%%

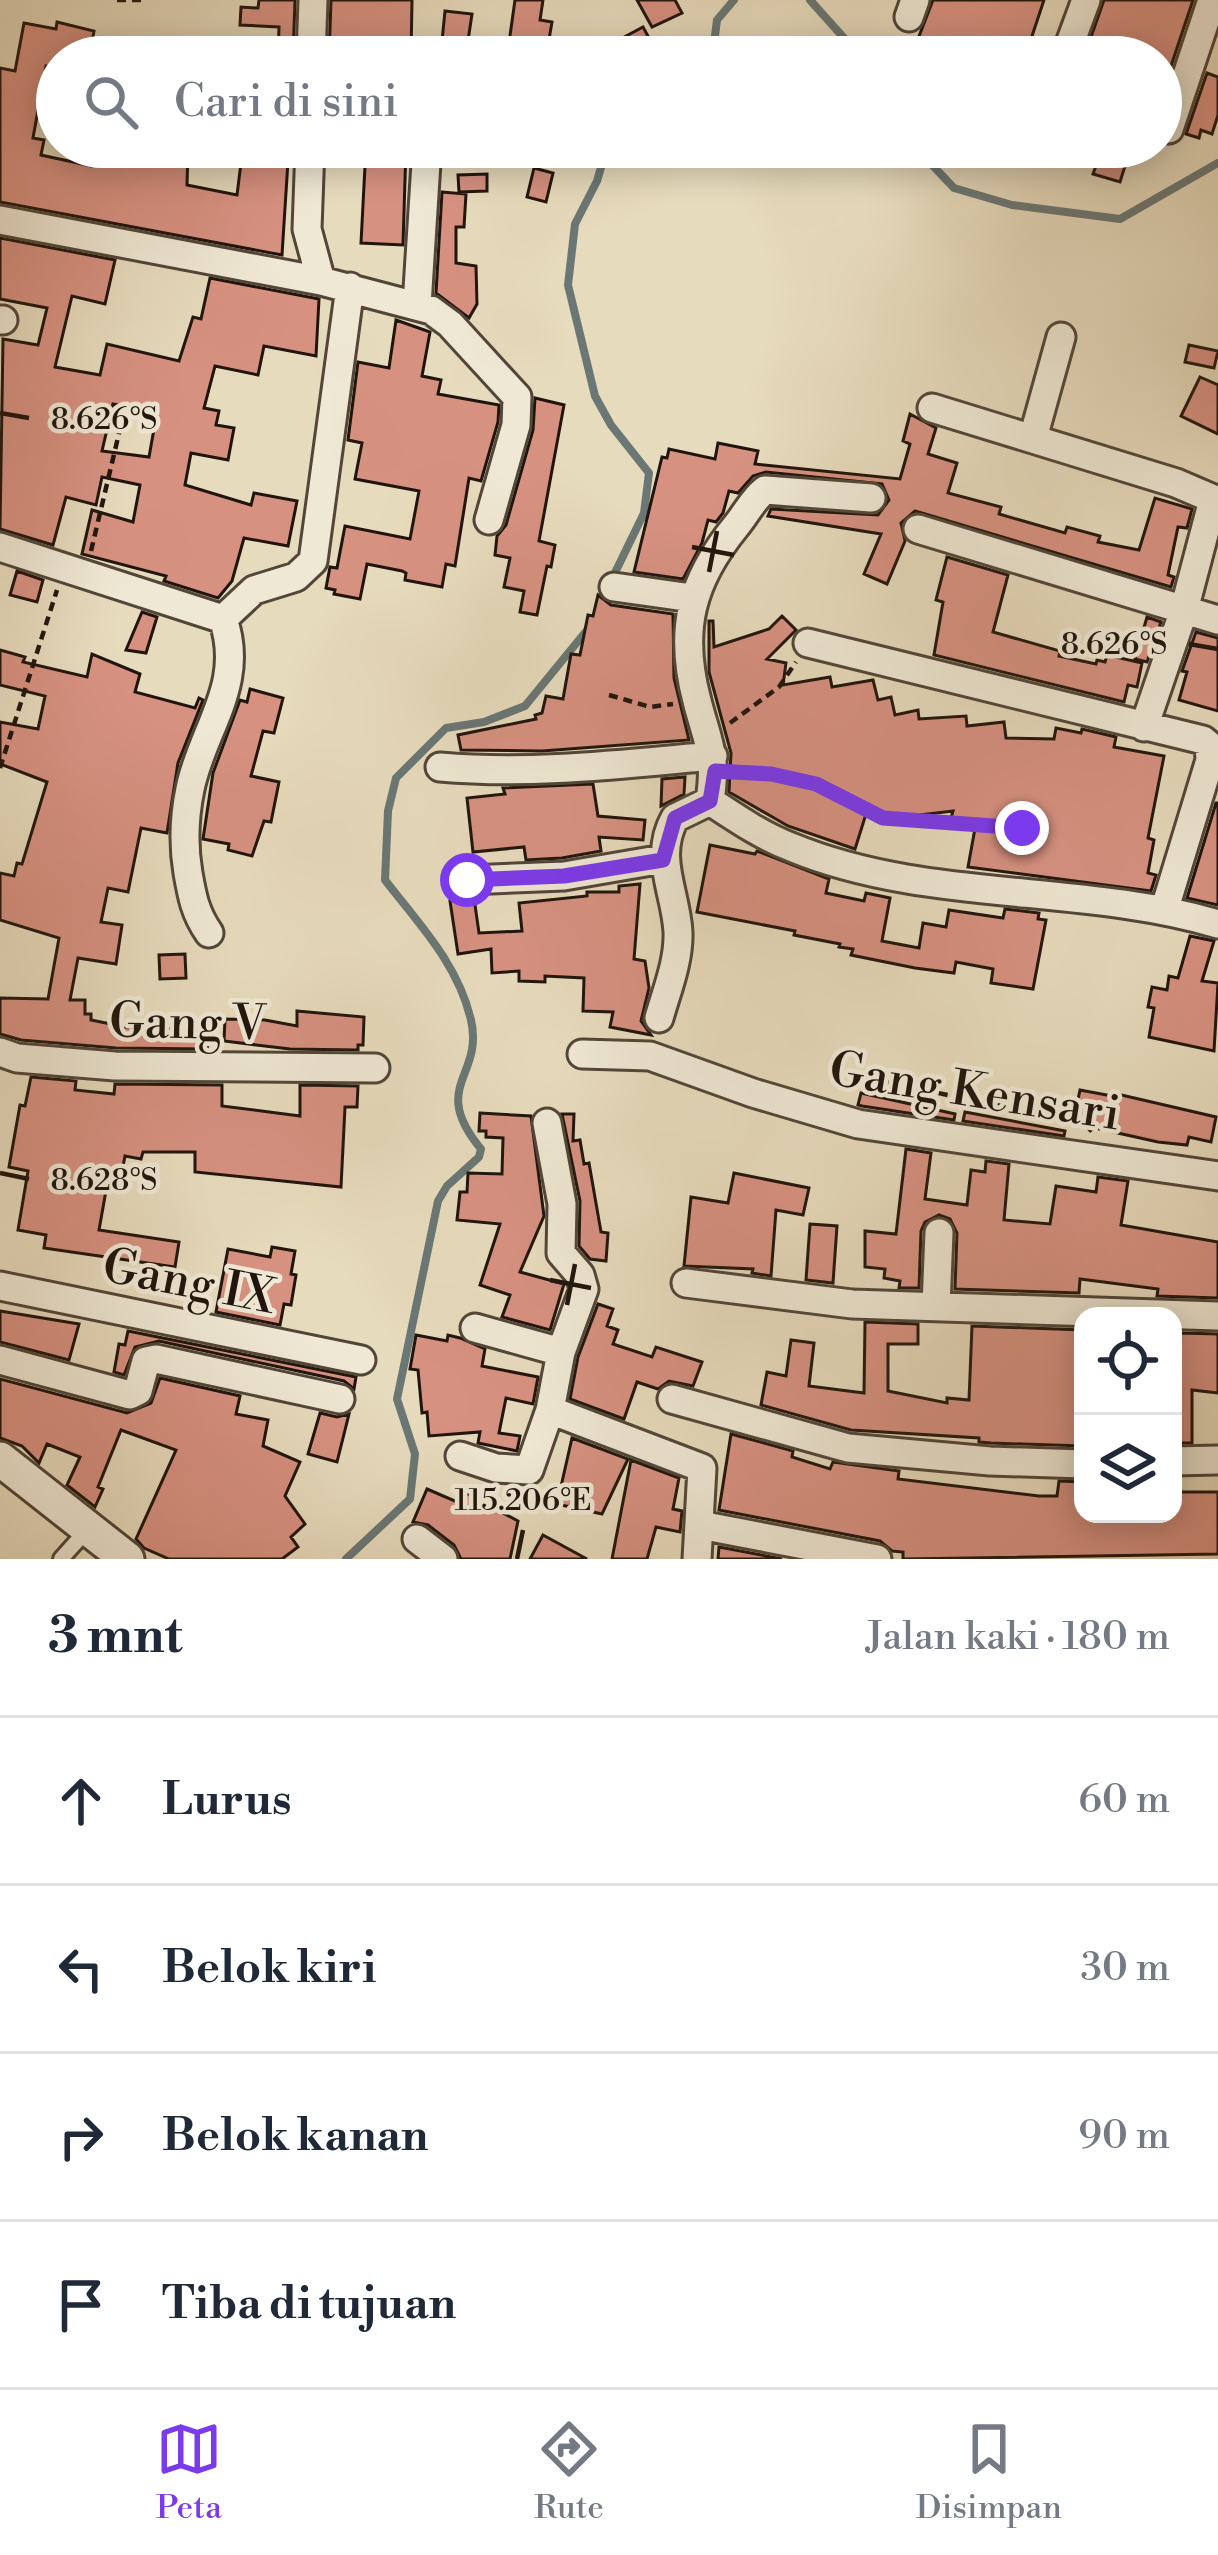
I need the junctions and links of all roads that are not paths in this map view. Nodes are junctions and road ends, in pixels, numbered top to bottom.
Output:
1 (314, 0) edge
2 (1086, 0) edge
3 (1212, 0) edge
4 (312, 36) edge
5 (1073, 36) edge
6 (1182, 90) edge
7 (309, 168) edge
8 (426, 168) edge
9 (0, 220) edge
10 (321, 281) junction
11 (350, 287) junction
12 (417, 305) junction
13 (1061, 337) dead end
14 (932, 408) dead end
15 (1033, 438) junction
16 (871, 498) dead end
17 (1216, 501) edge
18 (489, 520) dead end
19 (918, 529) dead end
20 (0, 547) edge
21 (614, 587) dead end
22 (692, 598) junction
23 (1184, 610) junction
24 (223, 620) junction
25 (1218, 620) edge
26 (808, 643) road end
27 (1144, 728) junction
28 (712, 754) junction
29 (440, 767) dead end
30 (710, 801) junction
31 (663, 860) junction
32 (467, 880) dead end
33 (1165, 908) junction
34 (1218, 924) edge
35 (209, 933) dead end
36 (659, 1018) dead end
37 (0, 1052) edge
38 (582, 1054) dead end
39 (375, 1068) dead end
40 (547, 1123) dead end
41 (1218, 1176) edge
42 (940, 1233) dead end
43 (686, 1283) dead end
44 (0, 1286) edge
45 (936, 1306) junction
46 (1218, 1316) edge
47 (475, 1328) dead end
48 (561, 1352) junction
49 (0, 1360) edge
50 (361, 1360) dead end
51 (340, 1399) dead end
52 (672, 1399) dead end
53 (550, 1409) junction
54 (460, 1456) dead end
55 (0, 1460) edge
56 (1218, 1460) edge
57 (1182, 1461) edge
58 (1074, 1464) edge
59 (700, 1526) junction
60 (90, 1527) junction
61 (417, 1539) dead end
62 (118, 1556) edge
63 (61, 1559) edge
64 (442, 1559) edge
65 (697, 1559) edge
66 (877, 1559) edge

1 - 4 street
2 - 5 street
3 - 6 street
7 - 10 street
8 - 12 street
9 - 10 street
10 - 11 street
11 - 12 street
11 - 24 street
12 - 18 street
13 - 15 street
14 - 15 street
15 - 17 street
16 - 22 street
17 - 23 street
19 - 23 street
20 - 24 street
21 - 22 street
22 - 28 street
23 - 25 street
23 - 27 street
24 - 35 street
26 - 27 street
27 - 33 street
28 - 29 street
28 - 30 street
30 - 31 street
30 - 33 street
31 - 32 street
31 - 36 street
33 - 34 street
37 - 39 street, Gang V
38 - 41 street, Gang Kensari
40 - 48 street
42 - 45 street
43 - 45 street
44 - 50 street, Gang IX
45 - 46 street
47 - 48 street
48 - 53 street
49 - 51 street
52 - 58 street
53 - 54 street
53 - 59 street
55 - 60 street
56 - 57 street
59 - 65 street
59 - 66 street
60 - 62 street
60 - 63 lane
61 - 64 street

%%

**EXERCISE GOAL**
Transcribe every entry word for word, excluding images.

**RESPONSE TO THE TASK**
I need the junctions and links of all roads that are not paths in this map view. Nodes are junctions and road ends, in pixels, numbered top to bottom.
Output:
1 (314, 0) edge
2 (1086, 0) edge
3 (1212, 0) edge
4 (312, 36) edge
5 (1073, 36) edge
6 (1182, 90) edge
7 (309, 168) edge
8 (426, 168) edge
9 (0, 220) edge
10 (321, 281) junction
11 (350, 287) junction
12 (417, 305) junction
13 (1061, 337) dead end
14 (932, 408) dead end
15 (1033, 438) junction
16 (871, 498) dead end
17 (1216, 501) edge
18 (489, 520) dead end
19 (918, 529) dead end
20 (0, 547) edge
21 (614, 587) dead end
22 (692, 598) junction
23 (1184, 610) junction
24 (223, 620) junction
25 (1218, 620) edge
26 (808, 643) road end
27 (1144, 728) junction
28 (712, 754) junction
29 (440, 767) dead end
30 (710, 801) junction
31 (663, 860) junction
32 (467, 880) dead end
33 (1165, 908) junction
34 (1218, 924) edge
35 (209, 933) dead end
36 (659, 1018) dead end
37 (0, 1052) edge
38 (582, 1054) dead end
39 (375, 1068) dead end
40 (547, 1123) dead end
41 (1218, 1176) edge
42 (940, 1233) dead end
43 (686, 1283) dead end
44 (0, 1286) edge
45 (936, 1306) junction
46 (1218, 1316) edge
47 (475, 1328) dead end
48 (561, 1352) junction
49 (0, 1360) edge
50 (361, 1360) dead end
51 (340, 1399) dead end
52 (672, 1399) dead end
53 (550, 1409) junction
54 (460, 1456) dead end
55 (0, 1460) edge
56 (1218, 1460) edge
57 (1182, 1461) edge
58 (1074, 1464) edge
59 (700, 1526) junction
60 (90, 1527) junction
61 (417, 1539) dead end
62 (118, 1556) edge
63 (61, 1559) edge
64 (442, 1559) edge
65 (697, 1559) edge
66 (877, 1559) edge

1 - 4 street
2 - 5 street
3 - 6 street
7 - 10 street
8 - 12 street
9 - 10 street
10 - 11 street
11 - 12 street
11 - 24 street
12 - 18 street
13 - 15 street
14 - 15 street
15 - 17 street
16 - 22 street
17 - 23 street
19 - 23 street
20 - 24 street
21 - 22 street
22 - 28 street
23 - 25 street
23 - 27 street
24 - 35 street
26 - 27 street
27 - 33 street
28 - 29 street
28 - 30 street
30 - 31 street
30 - 33 street
31 - 32 street
31 - 36 street
33 - 34 street
37 - 39 street, Gang V
38 - 41 street, Gang Kensari
40 - 48 street
42 - 45 street
43 - 45 street
44 - 50 street, Gang IX
45 - 46 street
47 - 48 street
48 - 53 street
49 - 51 street
52 - 58 street
53 - 54 street
53 - 59 street
55 - 60 street
56 - 57 street
59 - 65 street
59 - 66 street
60 - 62 street
60 - 63 lane
61 - 64 street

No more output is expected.